= Kirszbraun theorem =

Mathematical theorem related to real and functional analysis

In mathematics, specifically real analysis and functional analysis, the Kirszbraun theorem states that if U is a subset of some Hilbert space H_{1}, and H_{2} is another Hilbert space, and

$f: U \rightarrow H_2$

is a Lipschitz-continuous map, then there is a Lipschitz-continuous map

$F: H_1 \rightarrow H_2$

that extends f and has the same Lipschitz constant as f.

Note that this result in particular applies when $H_1$ and $H_2$ are Euclidean spaces, and it was in this form that Kirszbraun originally formulated and proved the theorem. The version for Hilbert spaces can for example be found in (Schwartz 1969, p. 21). If H_{1} is a separable space (in particular, if it is a Euclidean space) the result is true in Zermelo–Fraenkel set theory; for the fully general case, it appears to need some form of the axiom of choice; the Boolean prime ideal theorem is known to be sufficient.

The proof of the theorem uses geometric features of Hilbert spaces; the corresponding statement for Banach spaces is not true in general, not even for finite-dimensional Banach spaces. It is for instance possible to construct counterexamples where the domain is a subset of $\mathbb{R}^n$ with the maximum norm and $\mathbb{R}^m$ carries the Euclidean norm. More generally, the theorem fails for $\mathbb{R}^m$ equipped with any $\ell_p$ norm ($p \neq 2$) (Schwartz 1969, p. 20).

== Explicit formulas ==
For an $\mathbb{R}$-valued function the extension is provided by
$$\tilde f(x):=\inf_{u\in U}\big(f(u)+\text{Lip}(f)\cdot d(x,u)\big),$$
where $\text{Lip}(f)$ is the Lipschitz constant of $f$ on U.

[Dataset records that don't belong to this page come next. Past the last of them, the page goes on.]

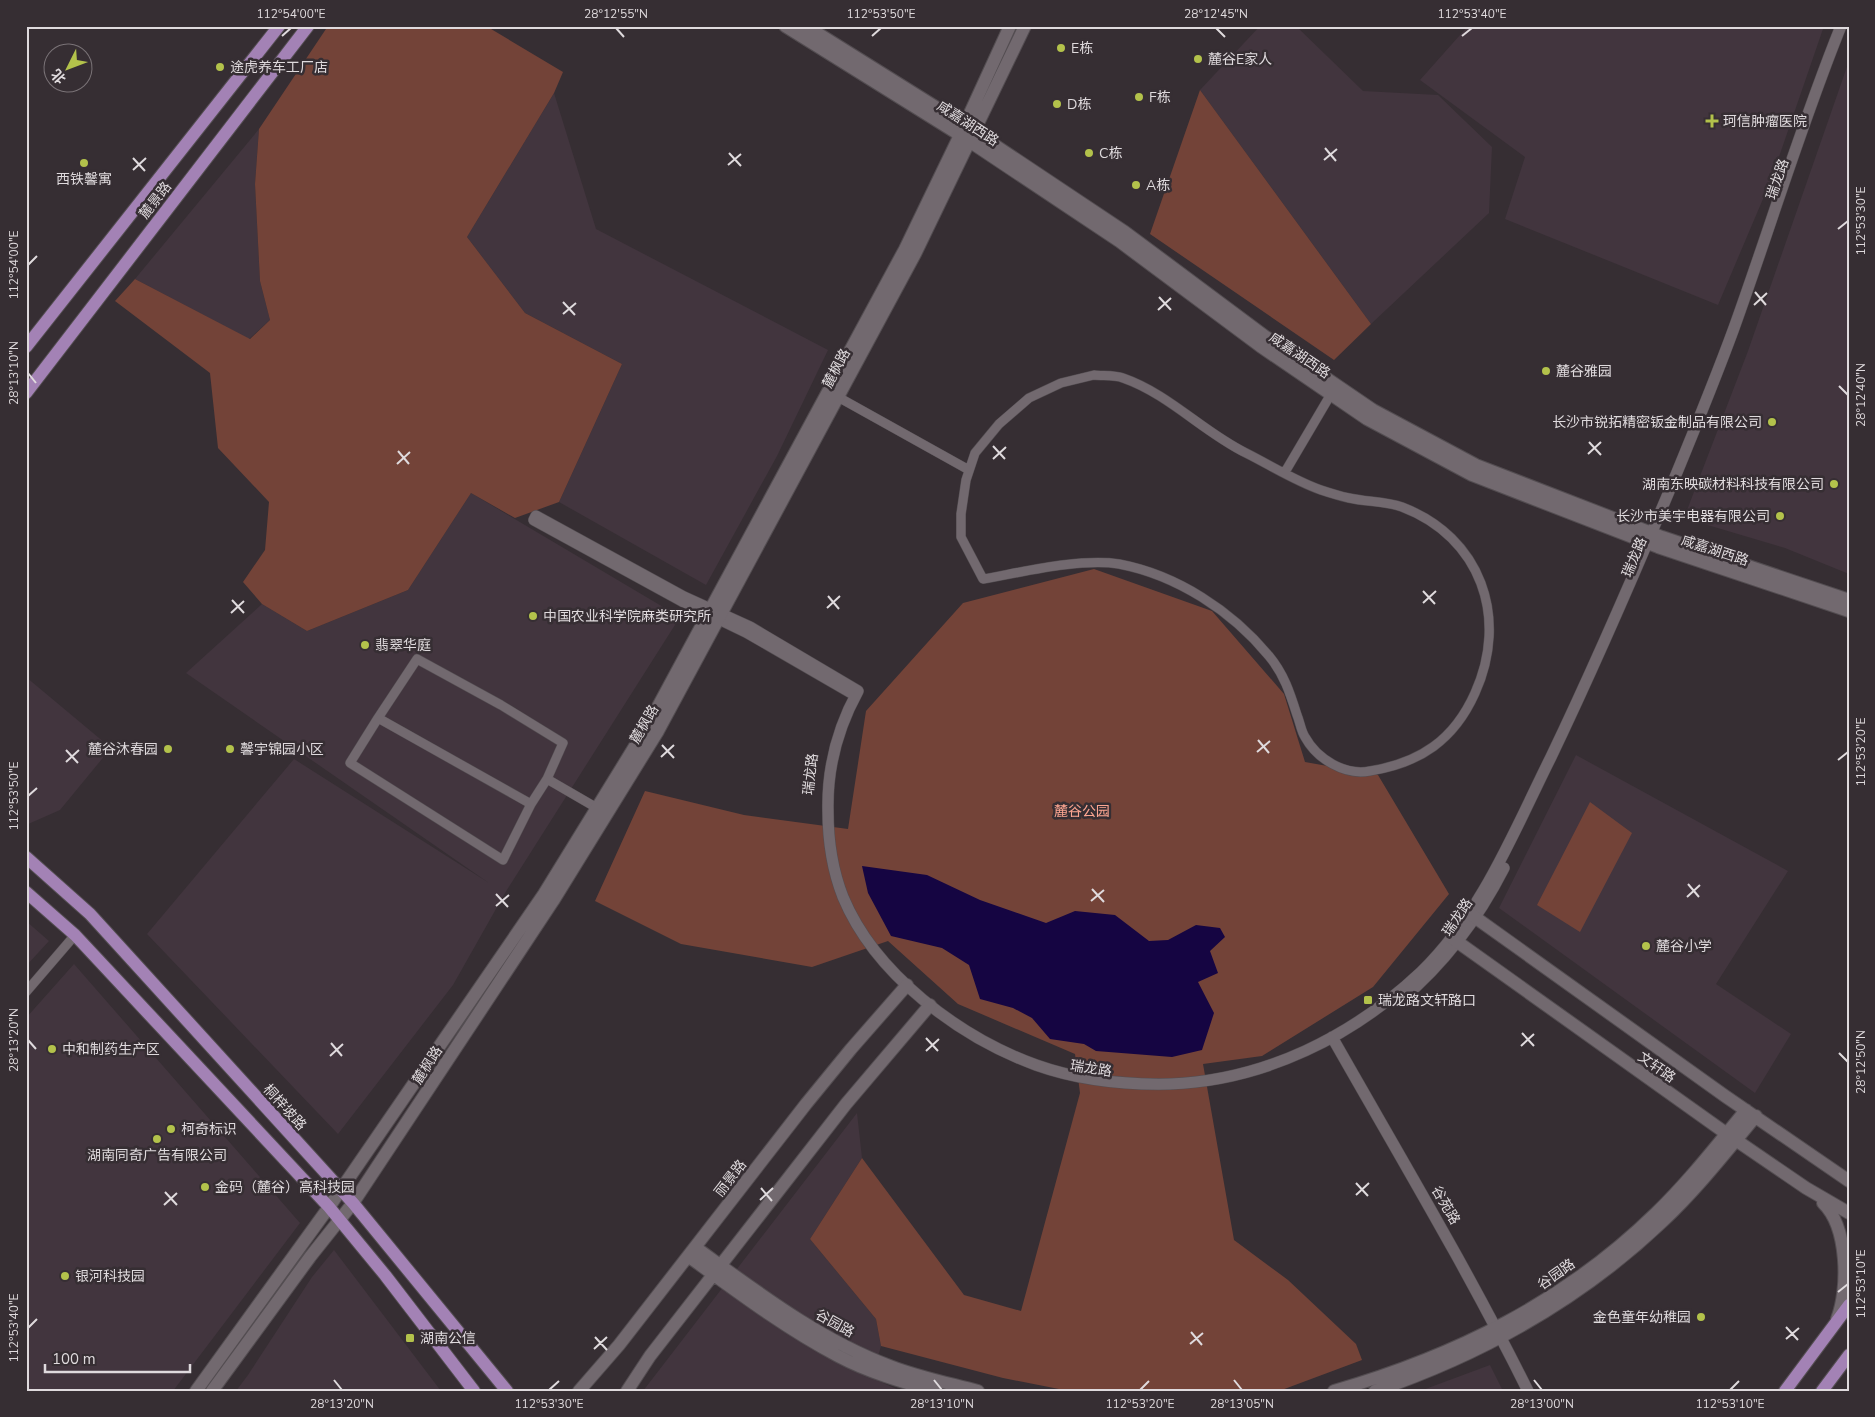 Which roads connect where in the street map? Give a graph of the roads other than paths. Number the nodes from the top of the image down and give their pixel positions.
1 (279, 26) edge
2 (308, 26) edge
3 (785, 26) edge
4 (806, 26) edge
5 (1010, 26) edge
6 (1025, 26) edge
7 (1841, 26) edge
8 (1849, 26) edge
9 (968, 134) junction
10 (26, 348) edge
11 (26, 393) edge
12 (1331, 394) junction
13 (838, 397) junction
14 (969, 470) junction
15 (1285, 472) junction
16 (1653, 540) junction
17 (1849, 600) edge
18 (1849, 611) edge
19 (715, 614) junction
20 (378, 718) junction
21 (547, 779) junction
22 (532, 804) junction
23 (597, 808) junction
24 (26, 857) edge
25 (26, 892) edge
26 (1472, 915) junction
27 (75, 936) junction
28 (1455, 940) junction
29 (905, 988) junction
30 (26, 992) edge
31 (928, 1008) junction
32 (1331, 1042) junction
33 (1751, 1113) junction
34 (1731, 1137) junction
35 (1825, 1164) junction
36 (1849, 1176) edge
37 (1849, 1181) edge
38 (1806, 1188) junction
39 (341, 1190) junction
40 (353, 1203) junction
41 (329, 1207) junction
42 (1849, 1214) edge
43 (339, 1220) junction
44 (691, 1251) junction
45 (717, 1270) junction
46 (1849, 1304) edge
47 (1837, 1319) junction
48 (1496, 1334) junction
49 (1849, 1355) edge
50 (196, 1391) edge
51 (212, 1391) edge
52 (474, 1391) edge
53 (507, 1391) edge
54 (580, 1391) edge
55 (627, 1391) edge
56 (935, 1391) edge
57 (978, 1391) edge
58 (1334, 1391) edge
59 (1375, 1391) edge
60 (1520, 1391) edge
61 (1528, 1391) edge
62 (1785, 1391) edge
63 (1822, 1391) edge

1 - 10 main road, 麓景路
2 - 11 main road, 麓景路
3 - 9 main road, 咸嘉湖西路
4 - 9 main road, 咸嘉湖西路
5 - 9 main road
6 - 9 main road, 麓枫路
7 - 16 street, 瑞龙路
8 - 16 street, 瑞龙路
9 - 12 main road, 咸嘉湖西路
9 - 13 main road, 麓枫路
9 - 16 main road, 咸嘉湖西路
9 - 19 main road
12 - 15 street
12 - 16 main road, 咸嘉湖西路
13 - 14 street
13 - 19 main road, 麓枫路
14 - 15 street
14 - 15 street
16 - 17 main road, 咸嘉湖西路
16 - 18 main road, 咸嘉湖西路
16 - 26 street, 瑞龙路
19 - 19 street
19 - 23 main road
19 - 29 street, 瑞龙路
19 - 40 main road, 麓枫路
20 - 21 street
20 - 22 street
20 - 22 street
21 - 22 street
21 - 23 street
23 - 39 main road
24 - 39 main road, 桐梓坡路
25 - 27 main road
26 - 28 street, 瑞龙路
26 - 33 main road, 文轩路
27 - 30 street
27 - 41 main road
28 - 32 street, 瑞龙路
28 - 34 main road, 文轩路
29 - 31 street, 瑞龙路
29 - 44 main road, 丽景路
31 - 32 street, 瑞龙路
31 - 45 main road
32 - 48 street, 谷苑路
33 - 34 main road, 谷园路
33 - 35 main road, 文轩路
34 - 38 main road, 文轩路
34 - 48 main road, 谷园路
35 - 36 main road
35 - 37 main road, 文轩路
38 - 42 main road, 文轩路
38 - 47 main road
39 - 40 main road, 桐梓坡路
39 - 41 main road
40 - 43 main road, 麓枫路
40 - 53 main road, 桐梓坡路
41 - 43 main road
41 - 50 main road
43 - 51 main road, 麓枫路
43 - 52 main road
44 - 45 main road, 谷园路
44 - 54 main road, 丽景路
45 - 55 main road
45 - 56 main road, 谷园路
45 - 57 main road, 谷园路
46 - 47 main road
47 - 62 main road
48 - 58 main road, 谷园路
48 - 59 main road, 谷园路
48 - 60 street, 谷苑路
48 - 61 street, 谷苑路
49 - 63 main road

In general, an extension can also be written for $\mathbb{R}^{m}$-valued functions as
$$\tilde f(x):= \nabla_{y}(\textrm{conv}(g(x,y))(x,0),$$
where
$$g(x,y):=\inf_{u\in U}\left\{\langle f(u),y \rangle +\frac{\text{Lip}(f)}{2}\|x-u\|^{2}\right\}+\frac{\text{Lip}(f)}{2}
\|x\|^{2}+\text{Lip}(f)\|y\|^{2}$$
and conv(g) is the lower convex envelope of g.

==History==

The theorem was proved by Mojżesz David Kirszbraun (1934), and later it was reproved by Frederick Valentine (1945), who first proved it for the Euclidean plane. Sometimes this theorem is also called Kirszbraun–Valentine theorem.
An explicit formula for Lipschitz extension was given by E. J. McShane in 1934.